» Exercise aim:
Among the entries below, find the lines with the word "further" and return them.

» Data in this exercise:
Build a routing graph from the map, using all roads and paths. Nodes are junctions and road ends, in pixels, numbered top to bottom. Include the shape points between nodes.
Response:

* * *

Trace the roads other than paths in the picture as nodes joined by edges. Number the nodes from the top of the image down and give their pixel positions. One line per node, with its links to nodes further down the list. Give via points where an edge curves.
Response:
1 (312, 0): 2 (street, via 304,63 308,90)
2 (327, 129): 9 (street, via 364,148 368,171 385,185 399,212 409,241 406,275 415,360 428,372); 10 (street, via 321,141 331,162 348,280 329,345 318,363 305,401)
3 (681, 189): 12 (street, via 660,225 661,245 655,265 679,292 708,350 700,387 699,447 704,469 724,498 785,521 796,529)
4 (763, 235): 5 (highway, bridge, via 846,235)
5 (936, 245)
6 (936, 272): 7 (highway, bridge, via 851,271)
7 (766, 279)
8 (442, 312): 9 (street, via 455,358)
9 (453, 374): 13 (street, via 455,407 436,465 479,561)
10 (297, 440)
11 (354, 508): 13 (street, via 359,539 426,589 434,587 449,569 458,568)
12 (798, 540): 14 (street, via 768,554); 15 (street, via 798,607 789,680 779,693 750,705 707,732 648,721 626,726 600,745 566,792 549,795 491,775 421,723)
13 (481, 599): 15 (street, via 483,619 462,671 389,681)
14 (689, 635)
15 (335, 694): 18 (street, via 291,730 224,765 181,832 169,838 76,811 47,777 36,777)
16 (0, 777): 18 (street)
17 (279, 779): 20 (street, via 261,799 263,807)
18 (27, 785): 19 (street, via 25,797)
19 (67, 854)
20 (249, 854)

==

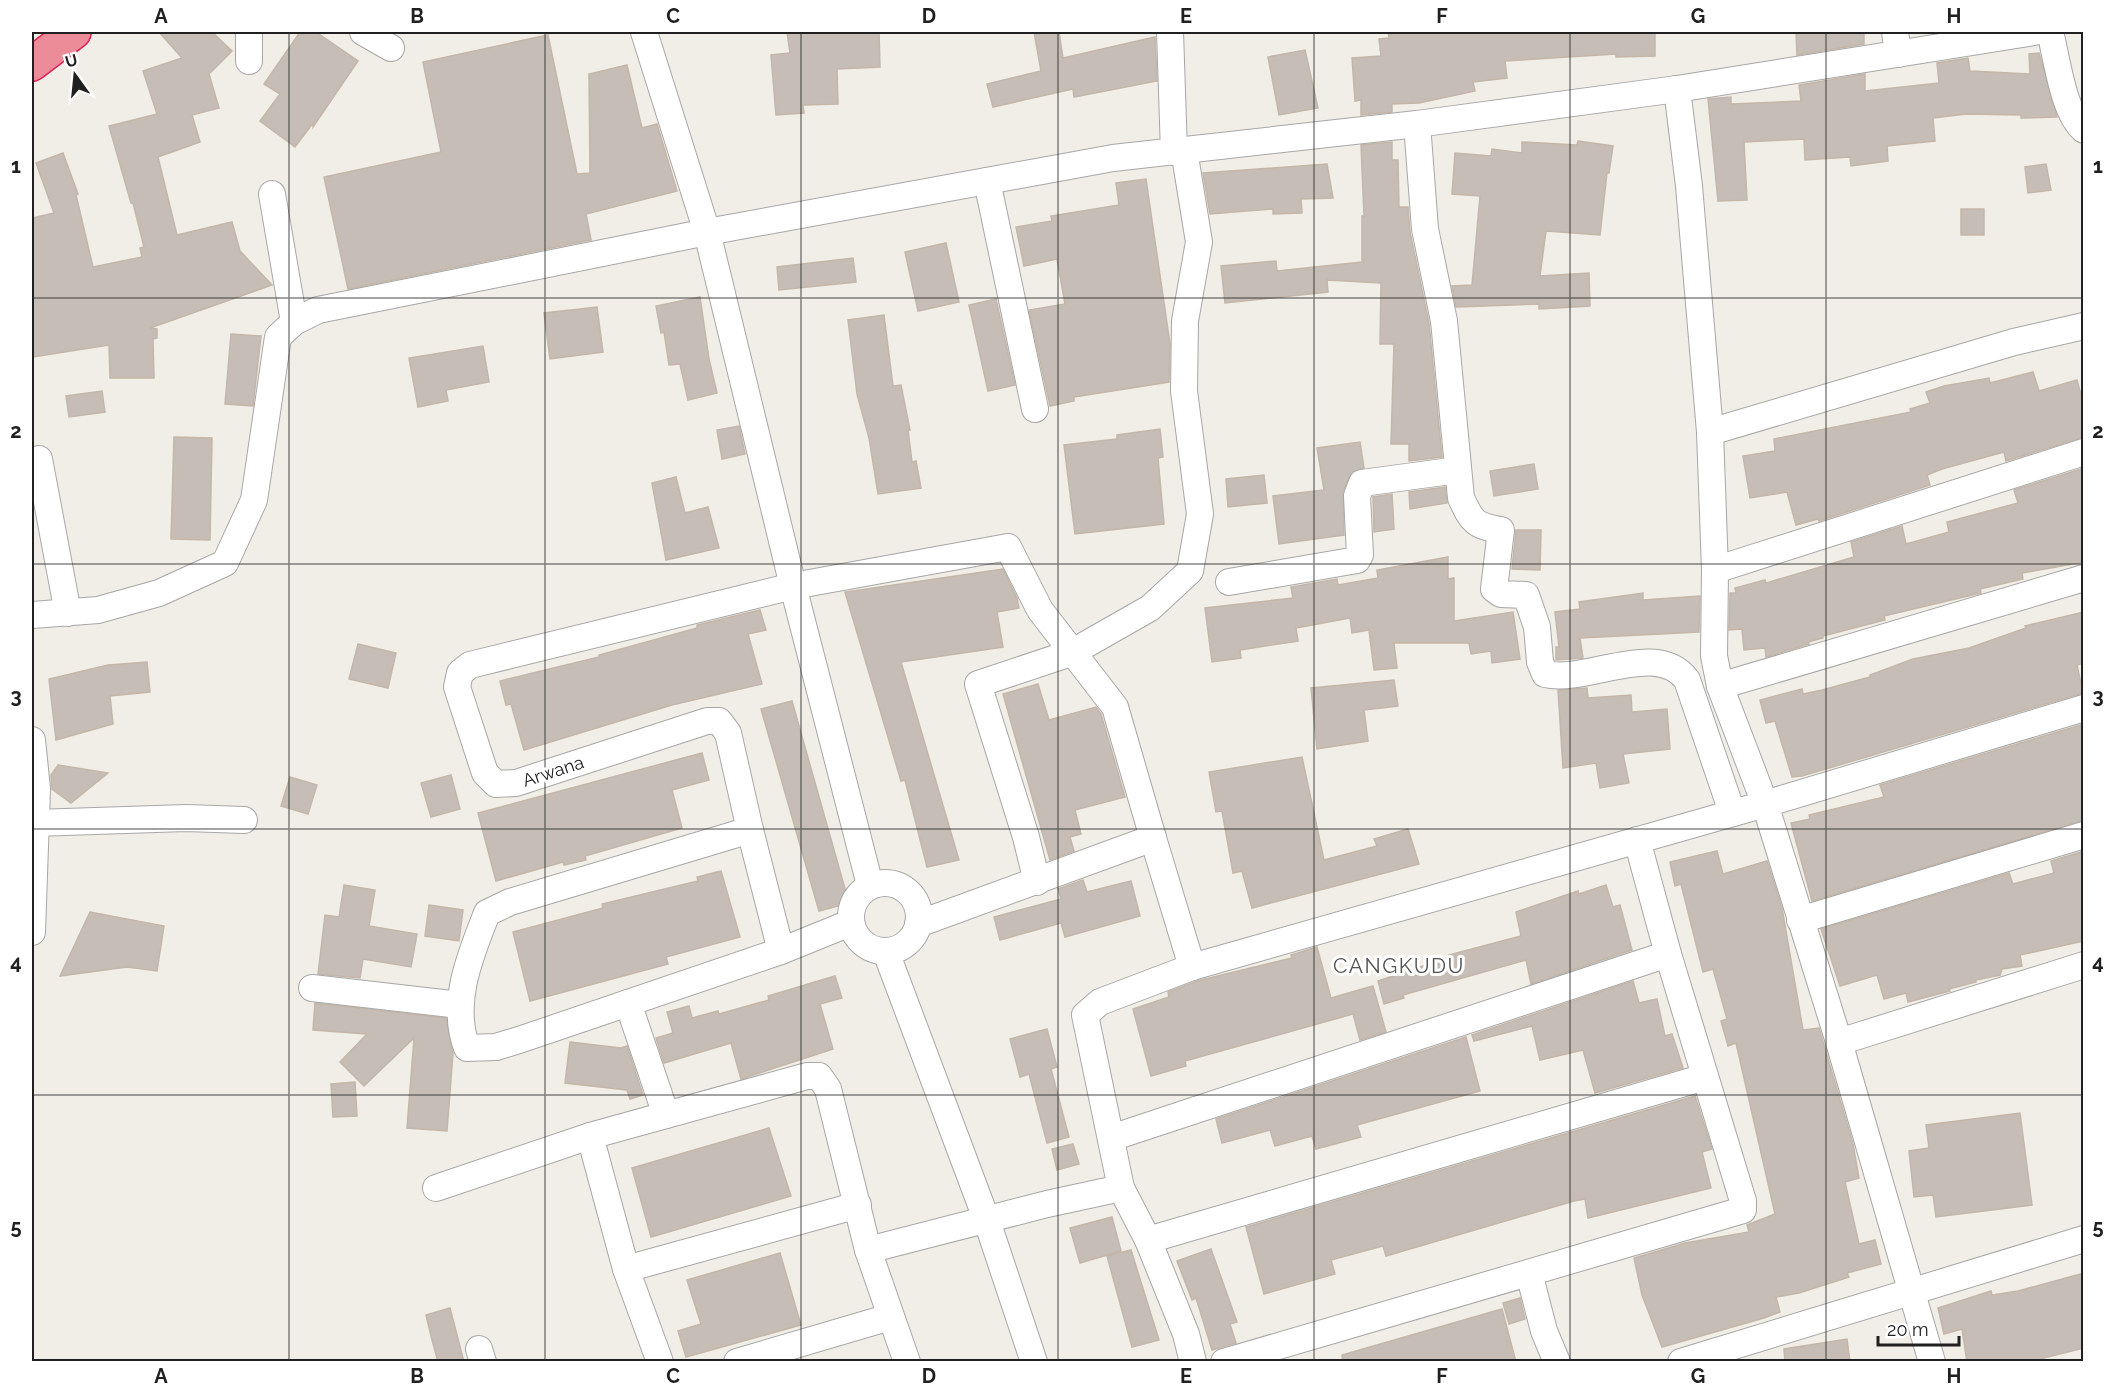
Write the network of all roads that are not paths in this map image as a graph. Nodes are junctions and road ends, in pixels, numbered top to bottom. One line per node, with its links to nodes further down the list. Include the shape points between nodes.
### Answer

» Task answer:
Trace the roads other than paths in the picture as nodes joined by edges. Number the nodes from the top of the image down and give their pixel positions. One line per node, with its links to nodes further down the list. Give via points where an edge curves.
Write the network of all roads that are not paths in this map image as a graph. Nodes are junctions and road ends, in pixels, numbered top to bottom. One line per node, with its links to nodes further down the list. Include the shape points between nodes.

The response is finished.